The Trump administration's decision on barring foreign students from attending online-only classes “will encourage schools to reopen” while maintaining “protections for fraud” that are necessary in international visa programmes, a Homeland Security official has said.

In a decision that will adversely impact hundreds of thousands of foreign students in the US, including from India, the Immigration and Customs Enforcement (ICE) said this week that international students at universities that will offer online-only classes in the fall due to the COVID19 pandemic cannot remain in the US and will face deportation if they don’t transfer to a school with in-person instructions.

The US Department of State will not issue visas to students enrolled in schools and/or programmes that are fully online for the fall semester nor will US Customs and Border Protection permit these students to enter the US, the ICE release said.

Acting Deputy Secretary of Homeland Security Ken Cuccinelli, in an interview to CNN, said, “The current rules, regulations that govern foreign students allow at most one online class and so we're expanding the flexibility massively to a level never done before so that schools can use hybrid models and can design reopening."

"Anything short of 100 per cent online is the direction that we're headed. We've got to finish the temporary regulation, but this is more flexibility that we're looking at than has ever been provided before,” he said.

Cuccinelli said that “this is now setting the rules for one semester, which we'll finalise later this month that will again encourage schools to reopen, recognising some of them are moving their start dates up, some of them are going to hybrid models, some online some in-person. And we're trying to accommodate as many of those as we can while maintaining the protections for fraud and so forth that are necessary in any sort of international visa program.”

He said the direction that has been charted and remains to be completely finalised provides “massive flexibility”, gives the opportunity to do anything short of 100 per cent online classes.

He added that students can take the 100 per cent online classes from home as happened in the last semester around March-April when the COVID pandemic really hit.

At that time, ICE “provided massive flexibility at that stage on a level of prosecutorial discretion to allow for that sudden change in the middle of a semester.”

When asked that the agencies are basically forcing universities to reopen, even if they have personally determined that they shouldn't be doing that for public health reasons, he said, “We're not forcing universities to reopen. However, if a university…if they don't reopen this semester, there isn't a reason for a person holding a student visa to be present in the country.

"They should go home and then they can return when the school opens. That's what student visas are for and we want to accommodate that for schools and we're working hard to do that.” Several Congressmen and top American educational institutions decried the Trump administration’s policy change that will require international students in the US with an F-1 visa to take at least one in-person course or else face the prospect of deportation.

The new guidelines have created panic among international students, a majority of whom come from China and India.

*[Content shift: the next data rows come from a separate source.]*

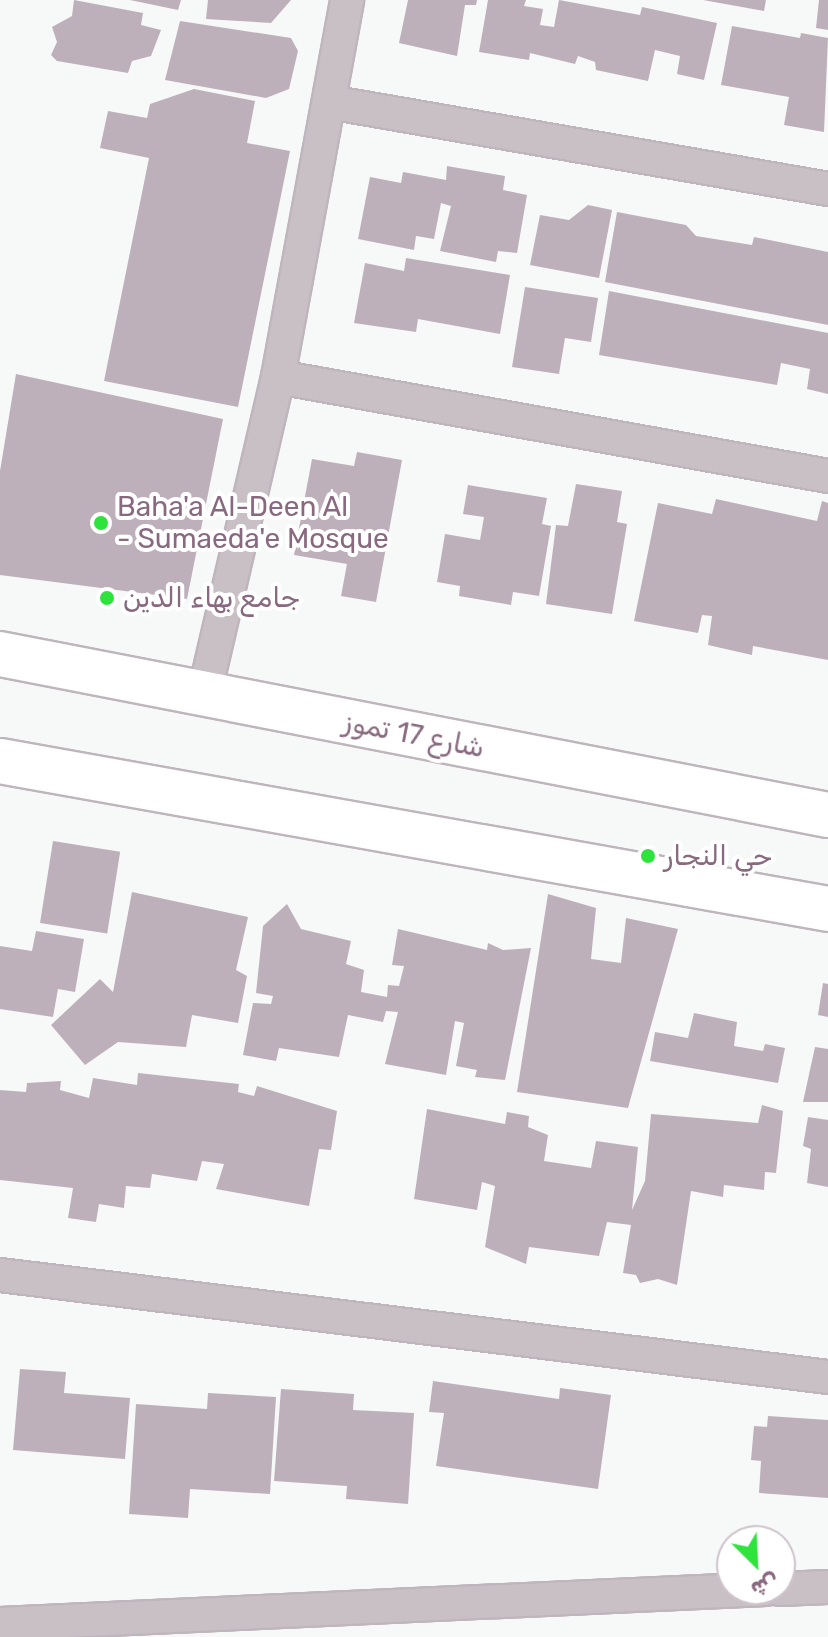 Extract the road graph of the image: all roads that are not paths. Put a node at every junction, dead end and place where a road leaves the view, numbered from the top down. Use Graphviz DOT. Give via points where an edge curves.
graph roads {
  1 [pos="347,0"];
  2 [pos="329,102"];
  3 [pos="828,189"];
  4 [pos="278,377"];
  5 [pos="828,476"];
  6 [pos="0,654"];
  7 [pos="204,695"];
  8 [pos="0,761"];
  9 [pos="828,815"];
  10 [pos="828,909"];
  11 [pos="0,1275"];
  12 [pos="828,1377"];
  13 [pos="828,1587"];
  14 [pos="796,1588"];
  15 [pos="716,1591"];
  16 [pos="0,1624"];
  1 -- 2 [label="street"];
  2 -- 3 [label="street"];
  2 -- 4 [label="street"];
  4 -- 5 [label="street"];
  4 -- 7 [label="street"];
  6 -- 7 [label="main road, شارع 17 تموز"];
  7 -- 9 [label="main road, شارع 17 تموز"];
  8 -- 10 [label="main road"];
  11 -- 12 [label="street"];
  13 -- 14 [label="street"];
  15 -- 16 [label="street"];
}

Harvard University and the Massachusetts Institute of Technology have sued the Department of Homeland Security and the ICE after the authorities issued new guidelines barring foreign students from remaining in the US if their universities switched it online-only classes in the Fall.

A report in The Harvard Crimson said the two preeminent educational institutions filed a lawsuit in District Court in Boston Wednesday morning against the two federal agencies.

The lawsuit seeks a temporary restraining order and preliminary and permanent injunctive relief to bar the US Department of Homeland Security and Immigration and Customs Enforcement from the enforcing federal guidelines that will force international students to leave the US.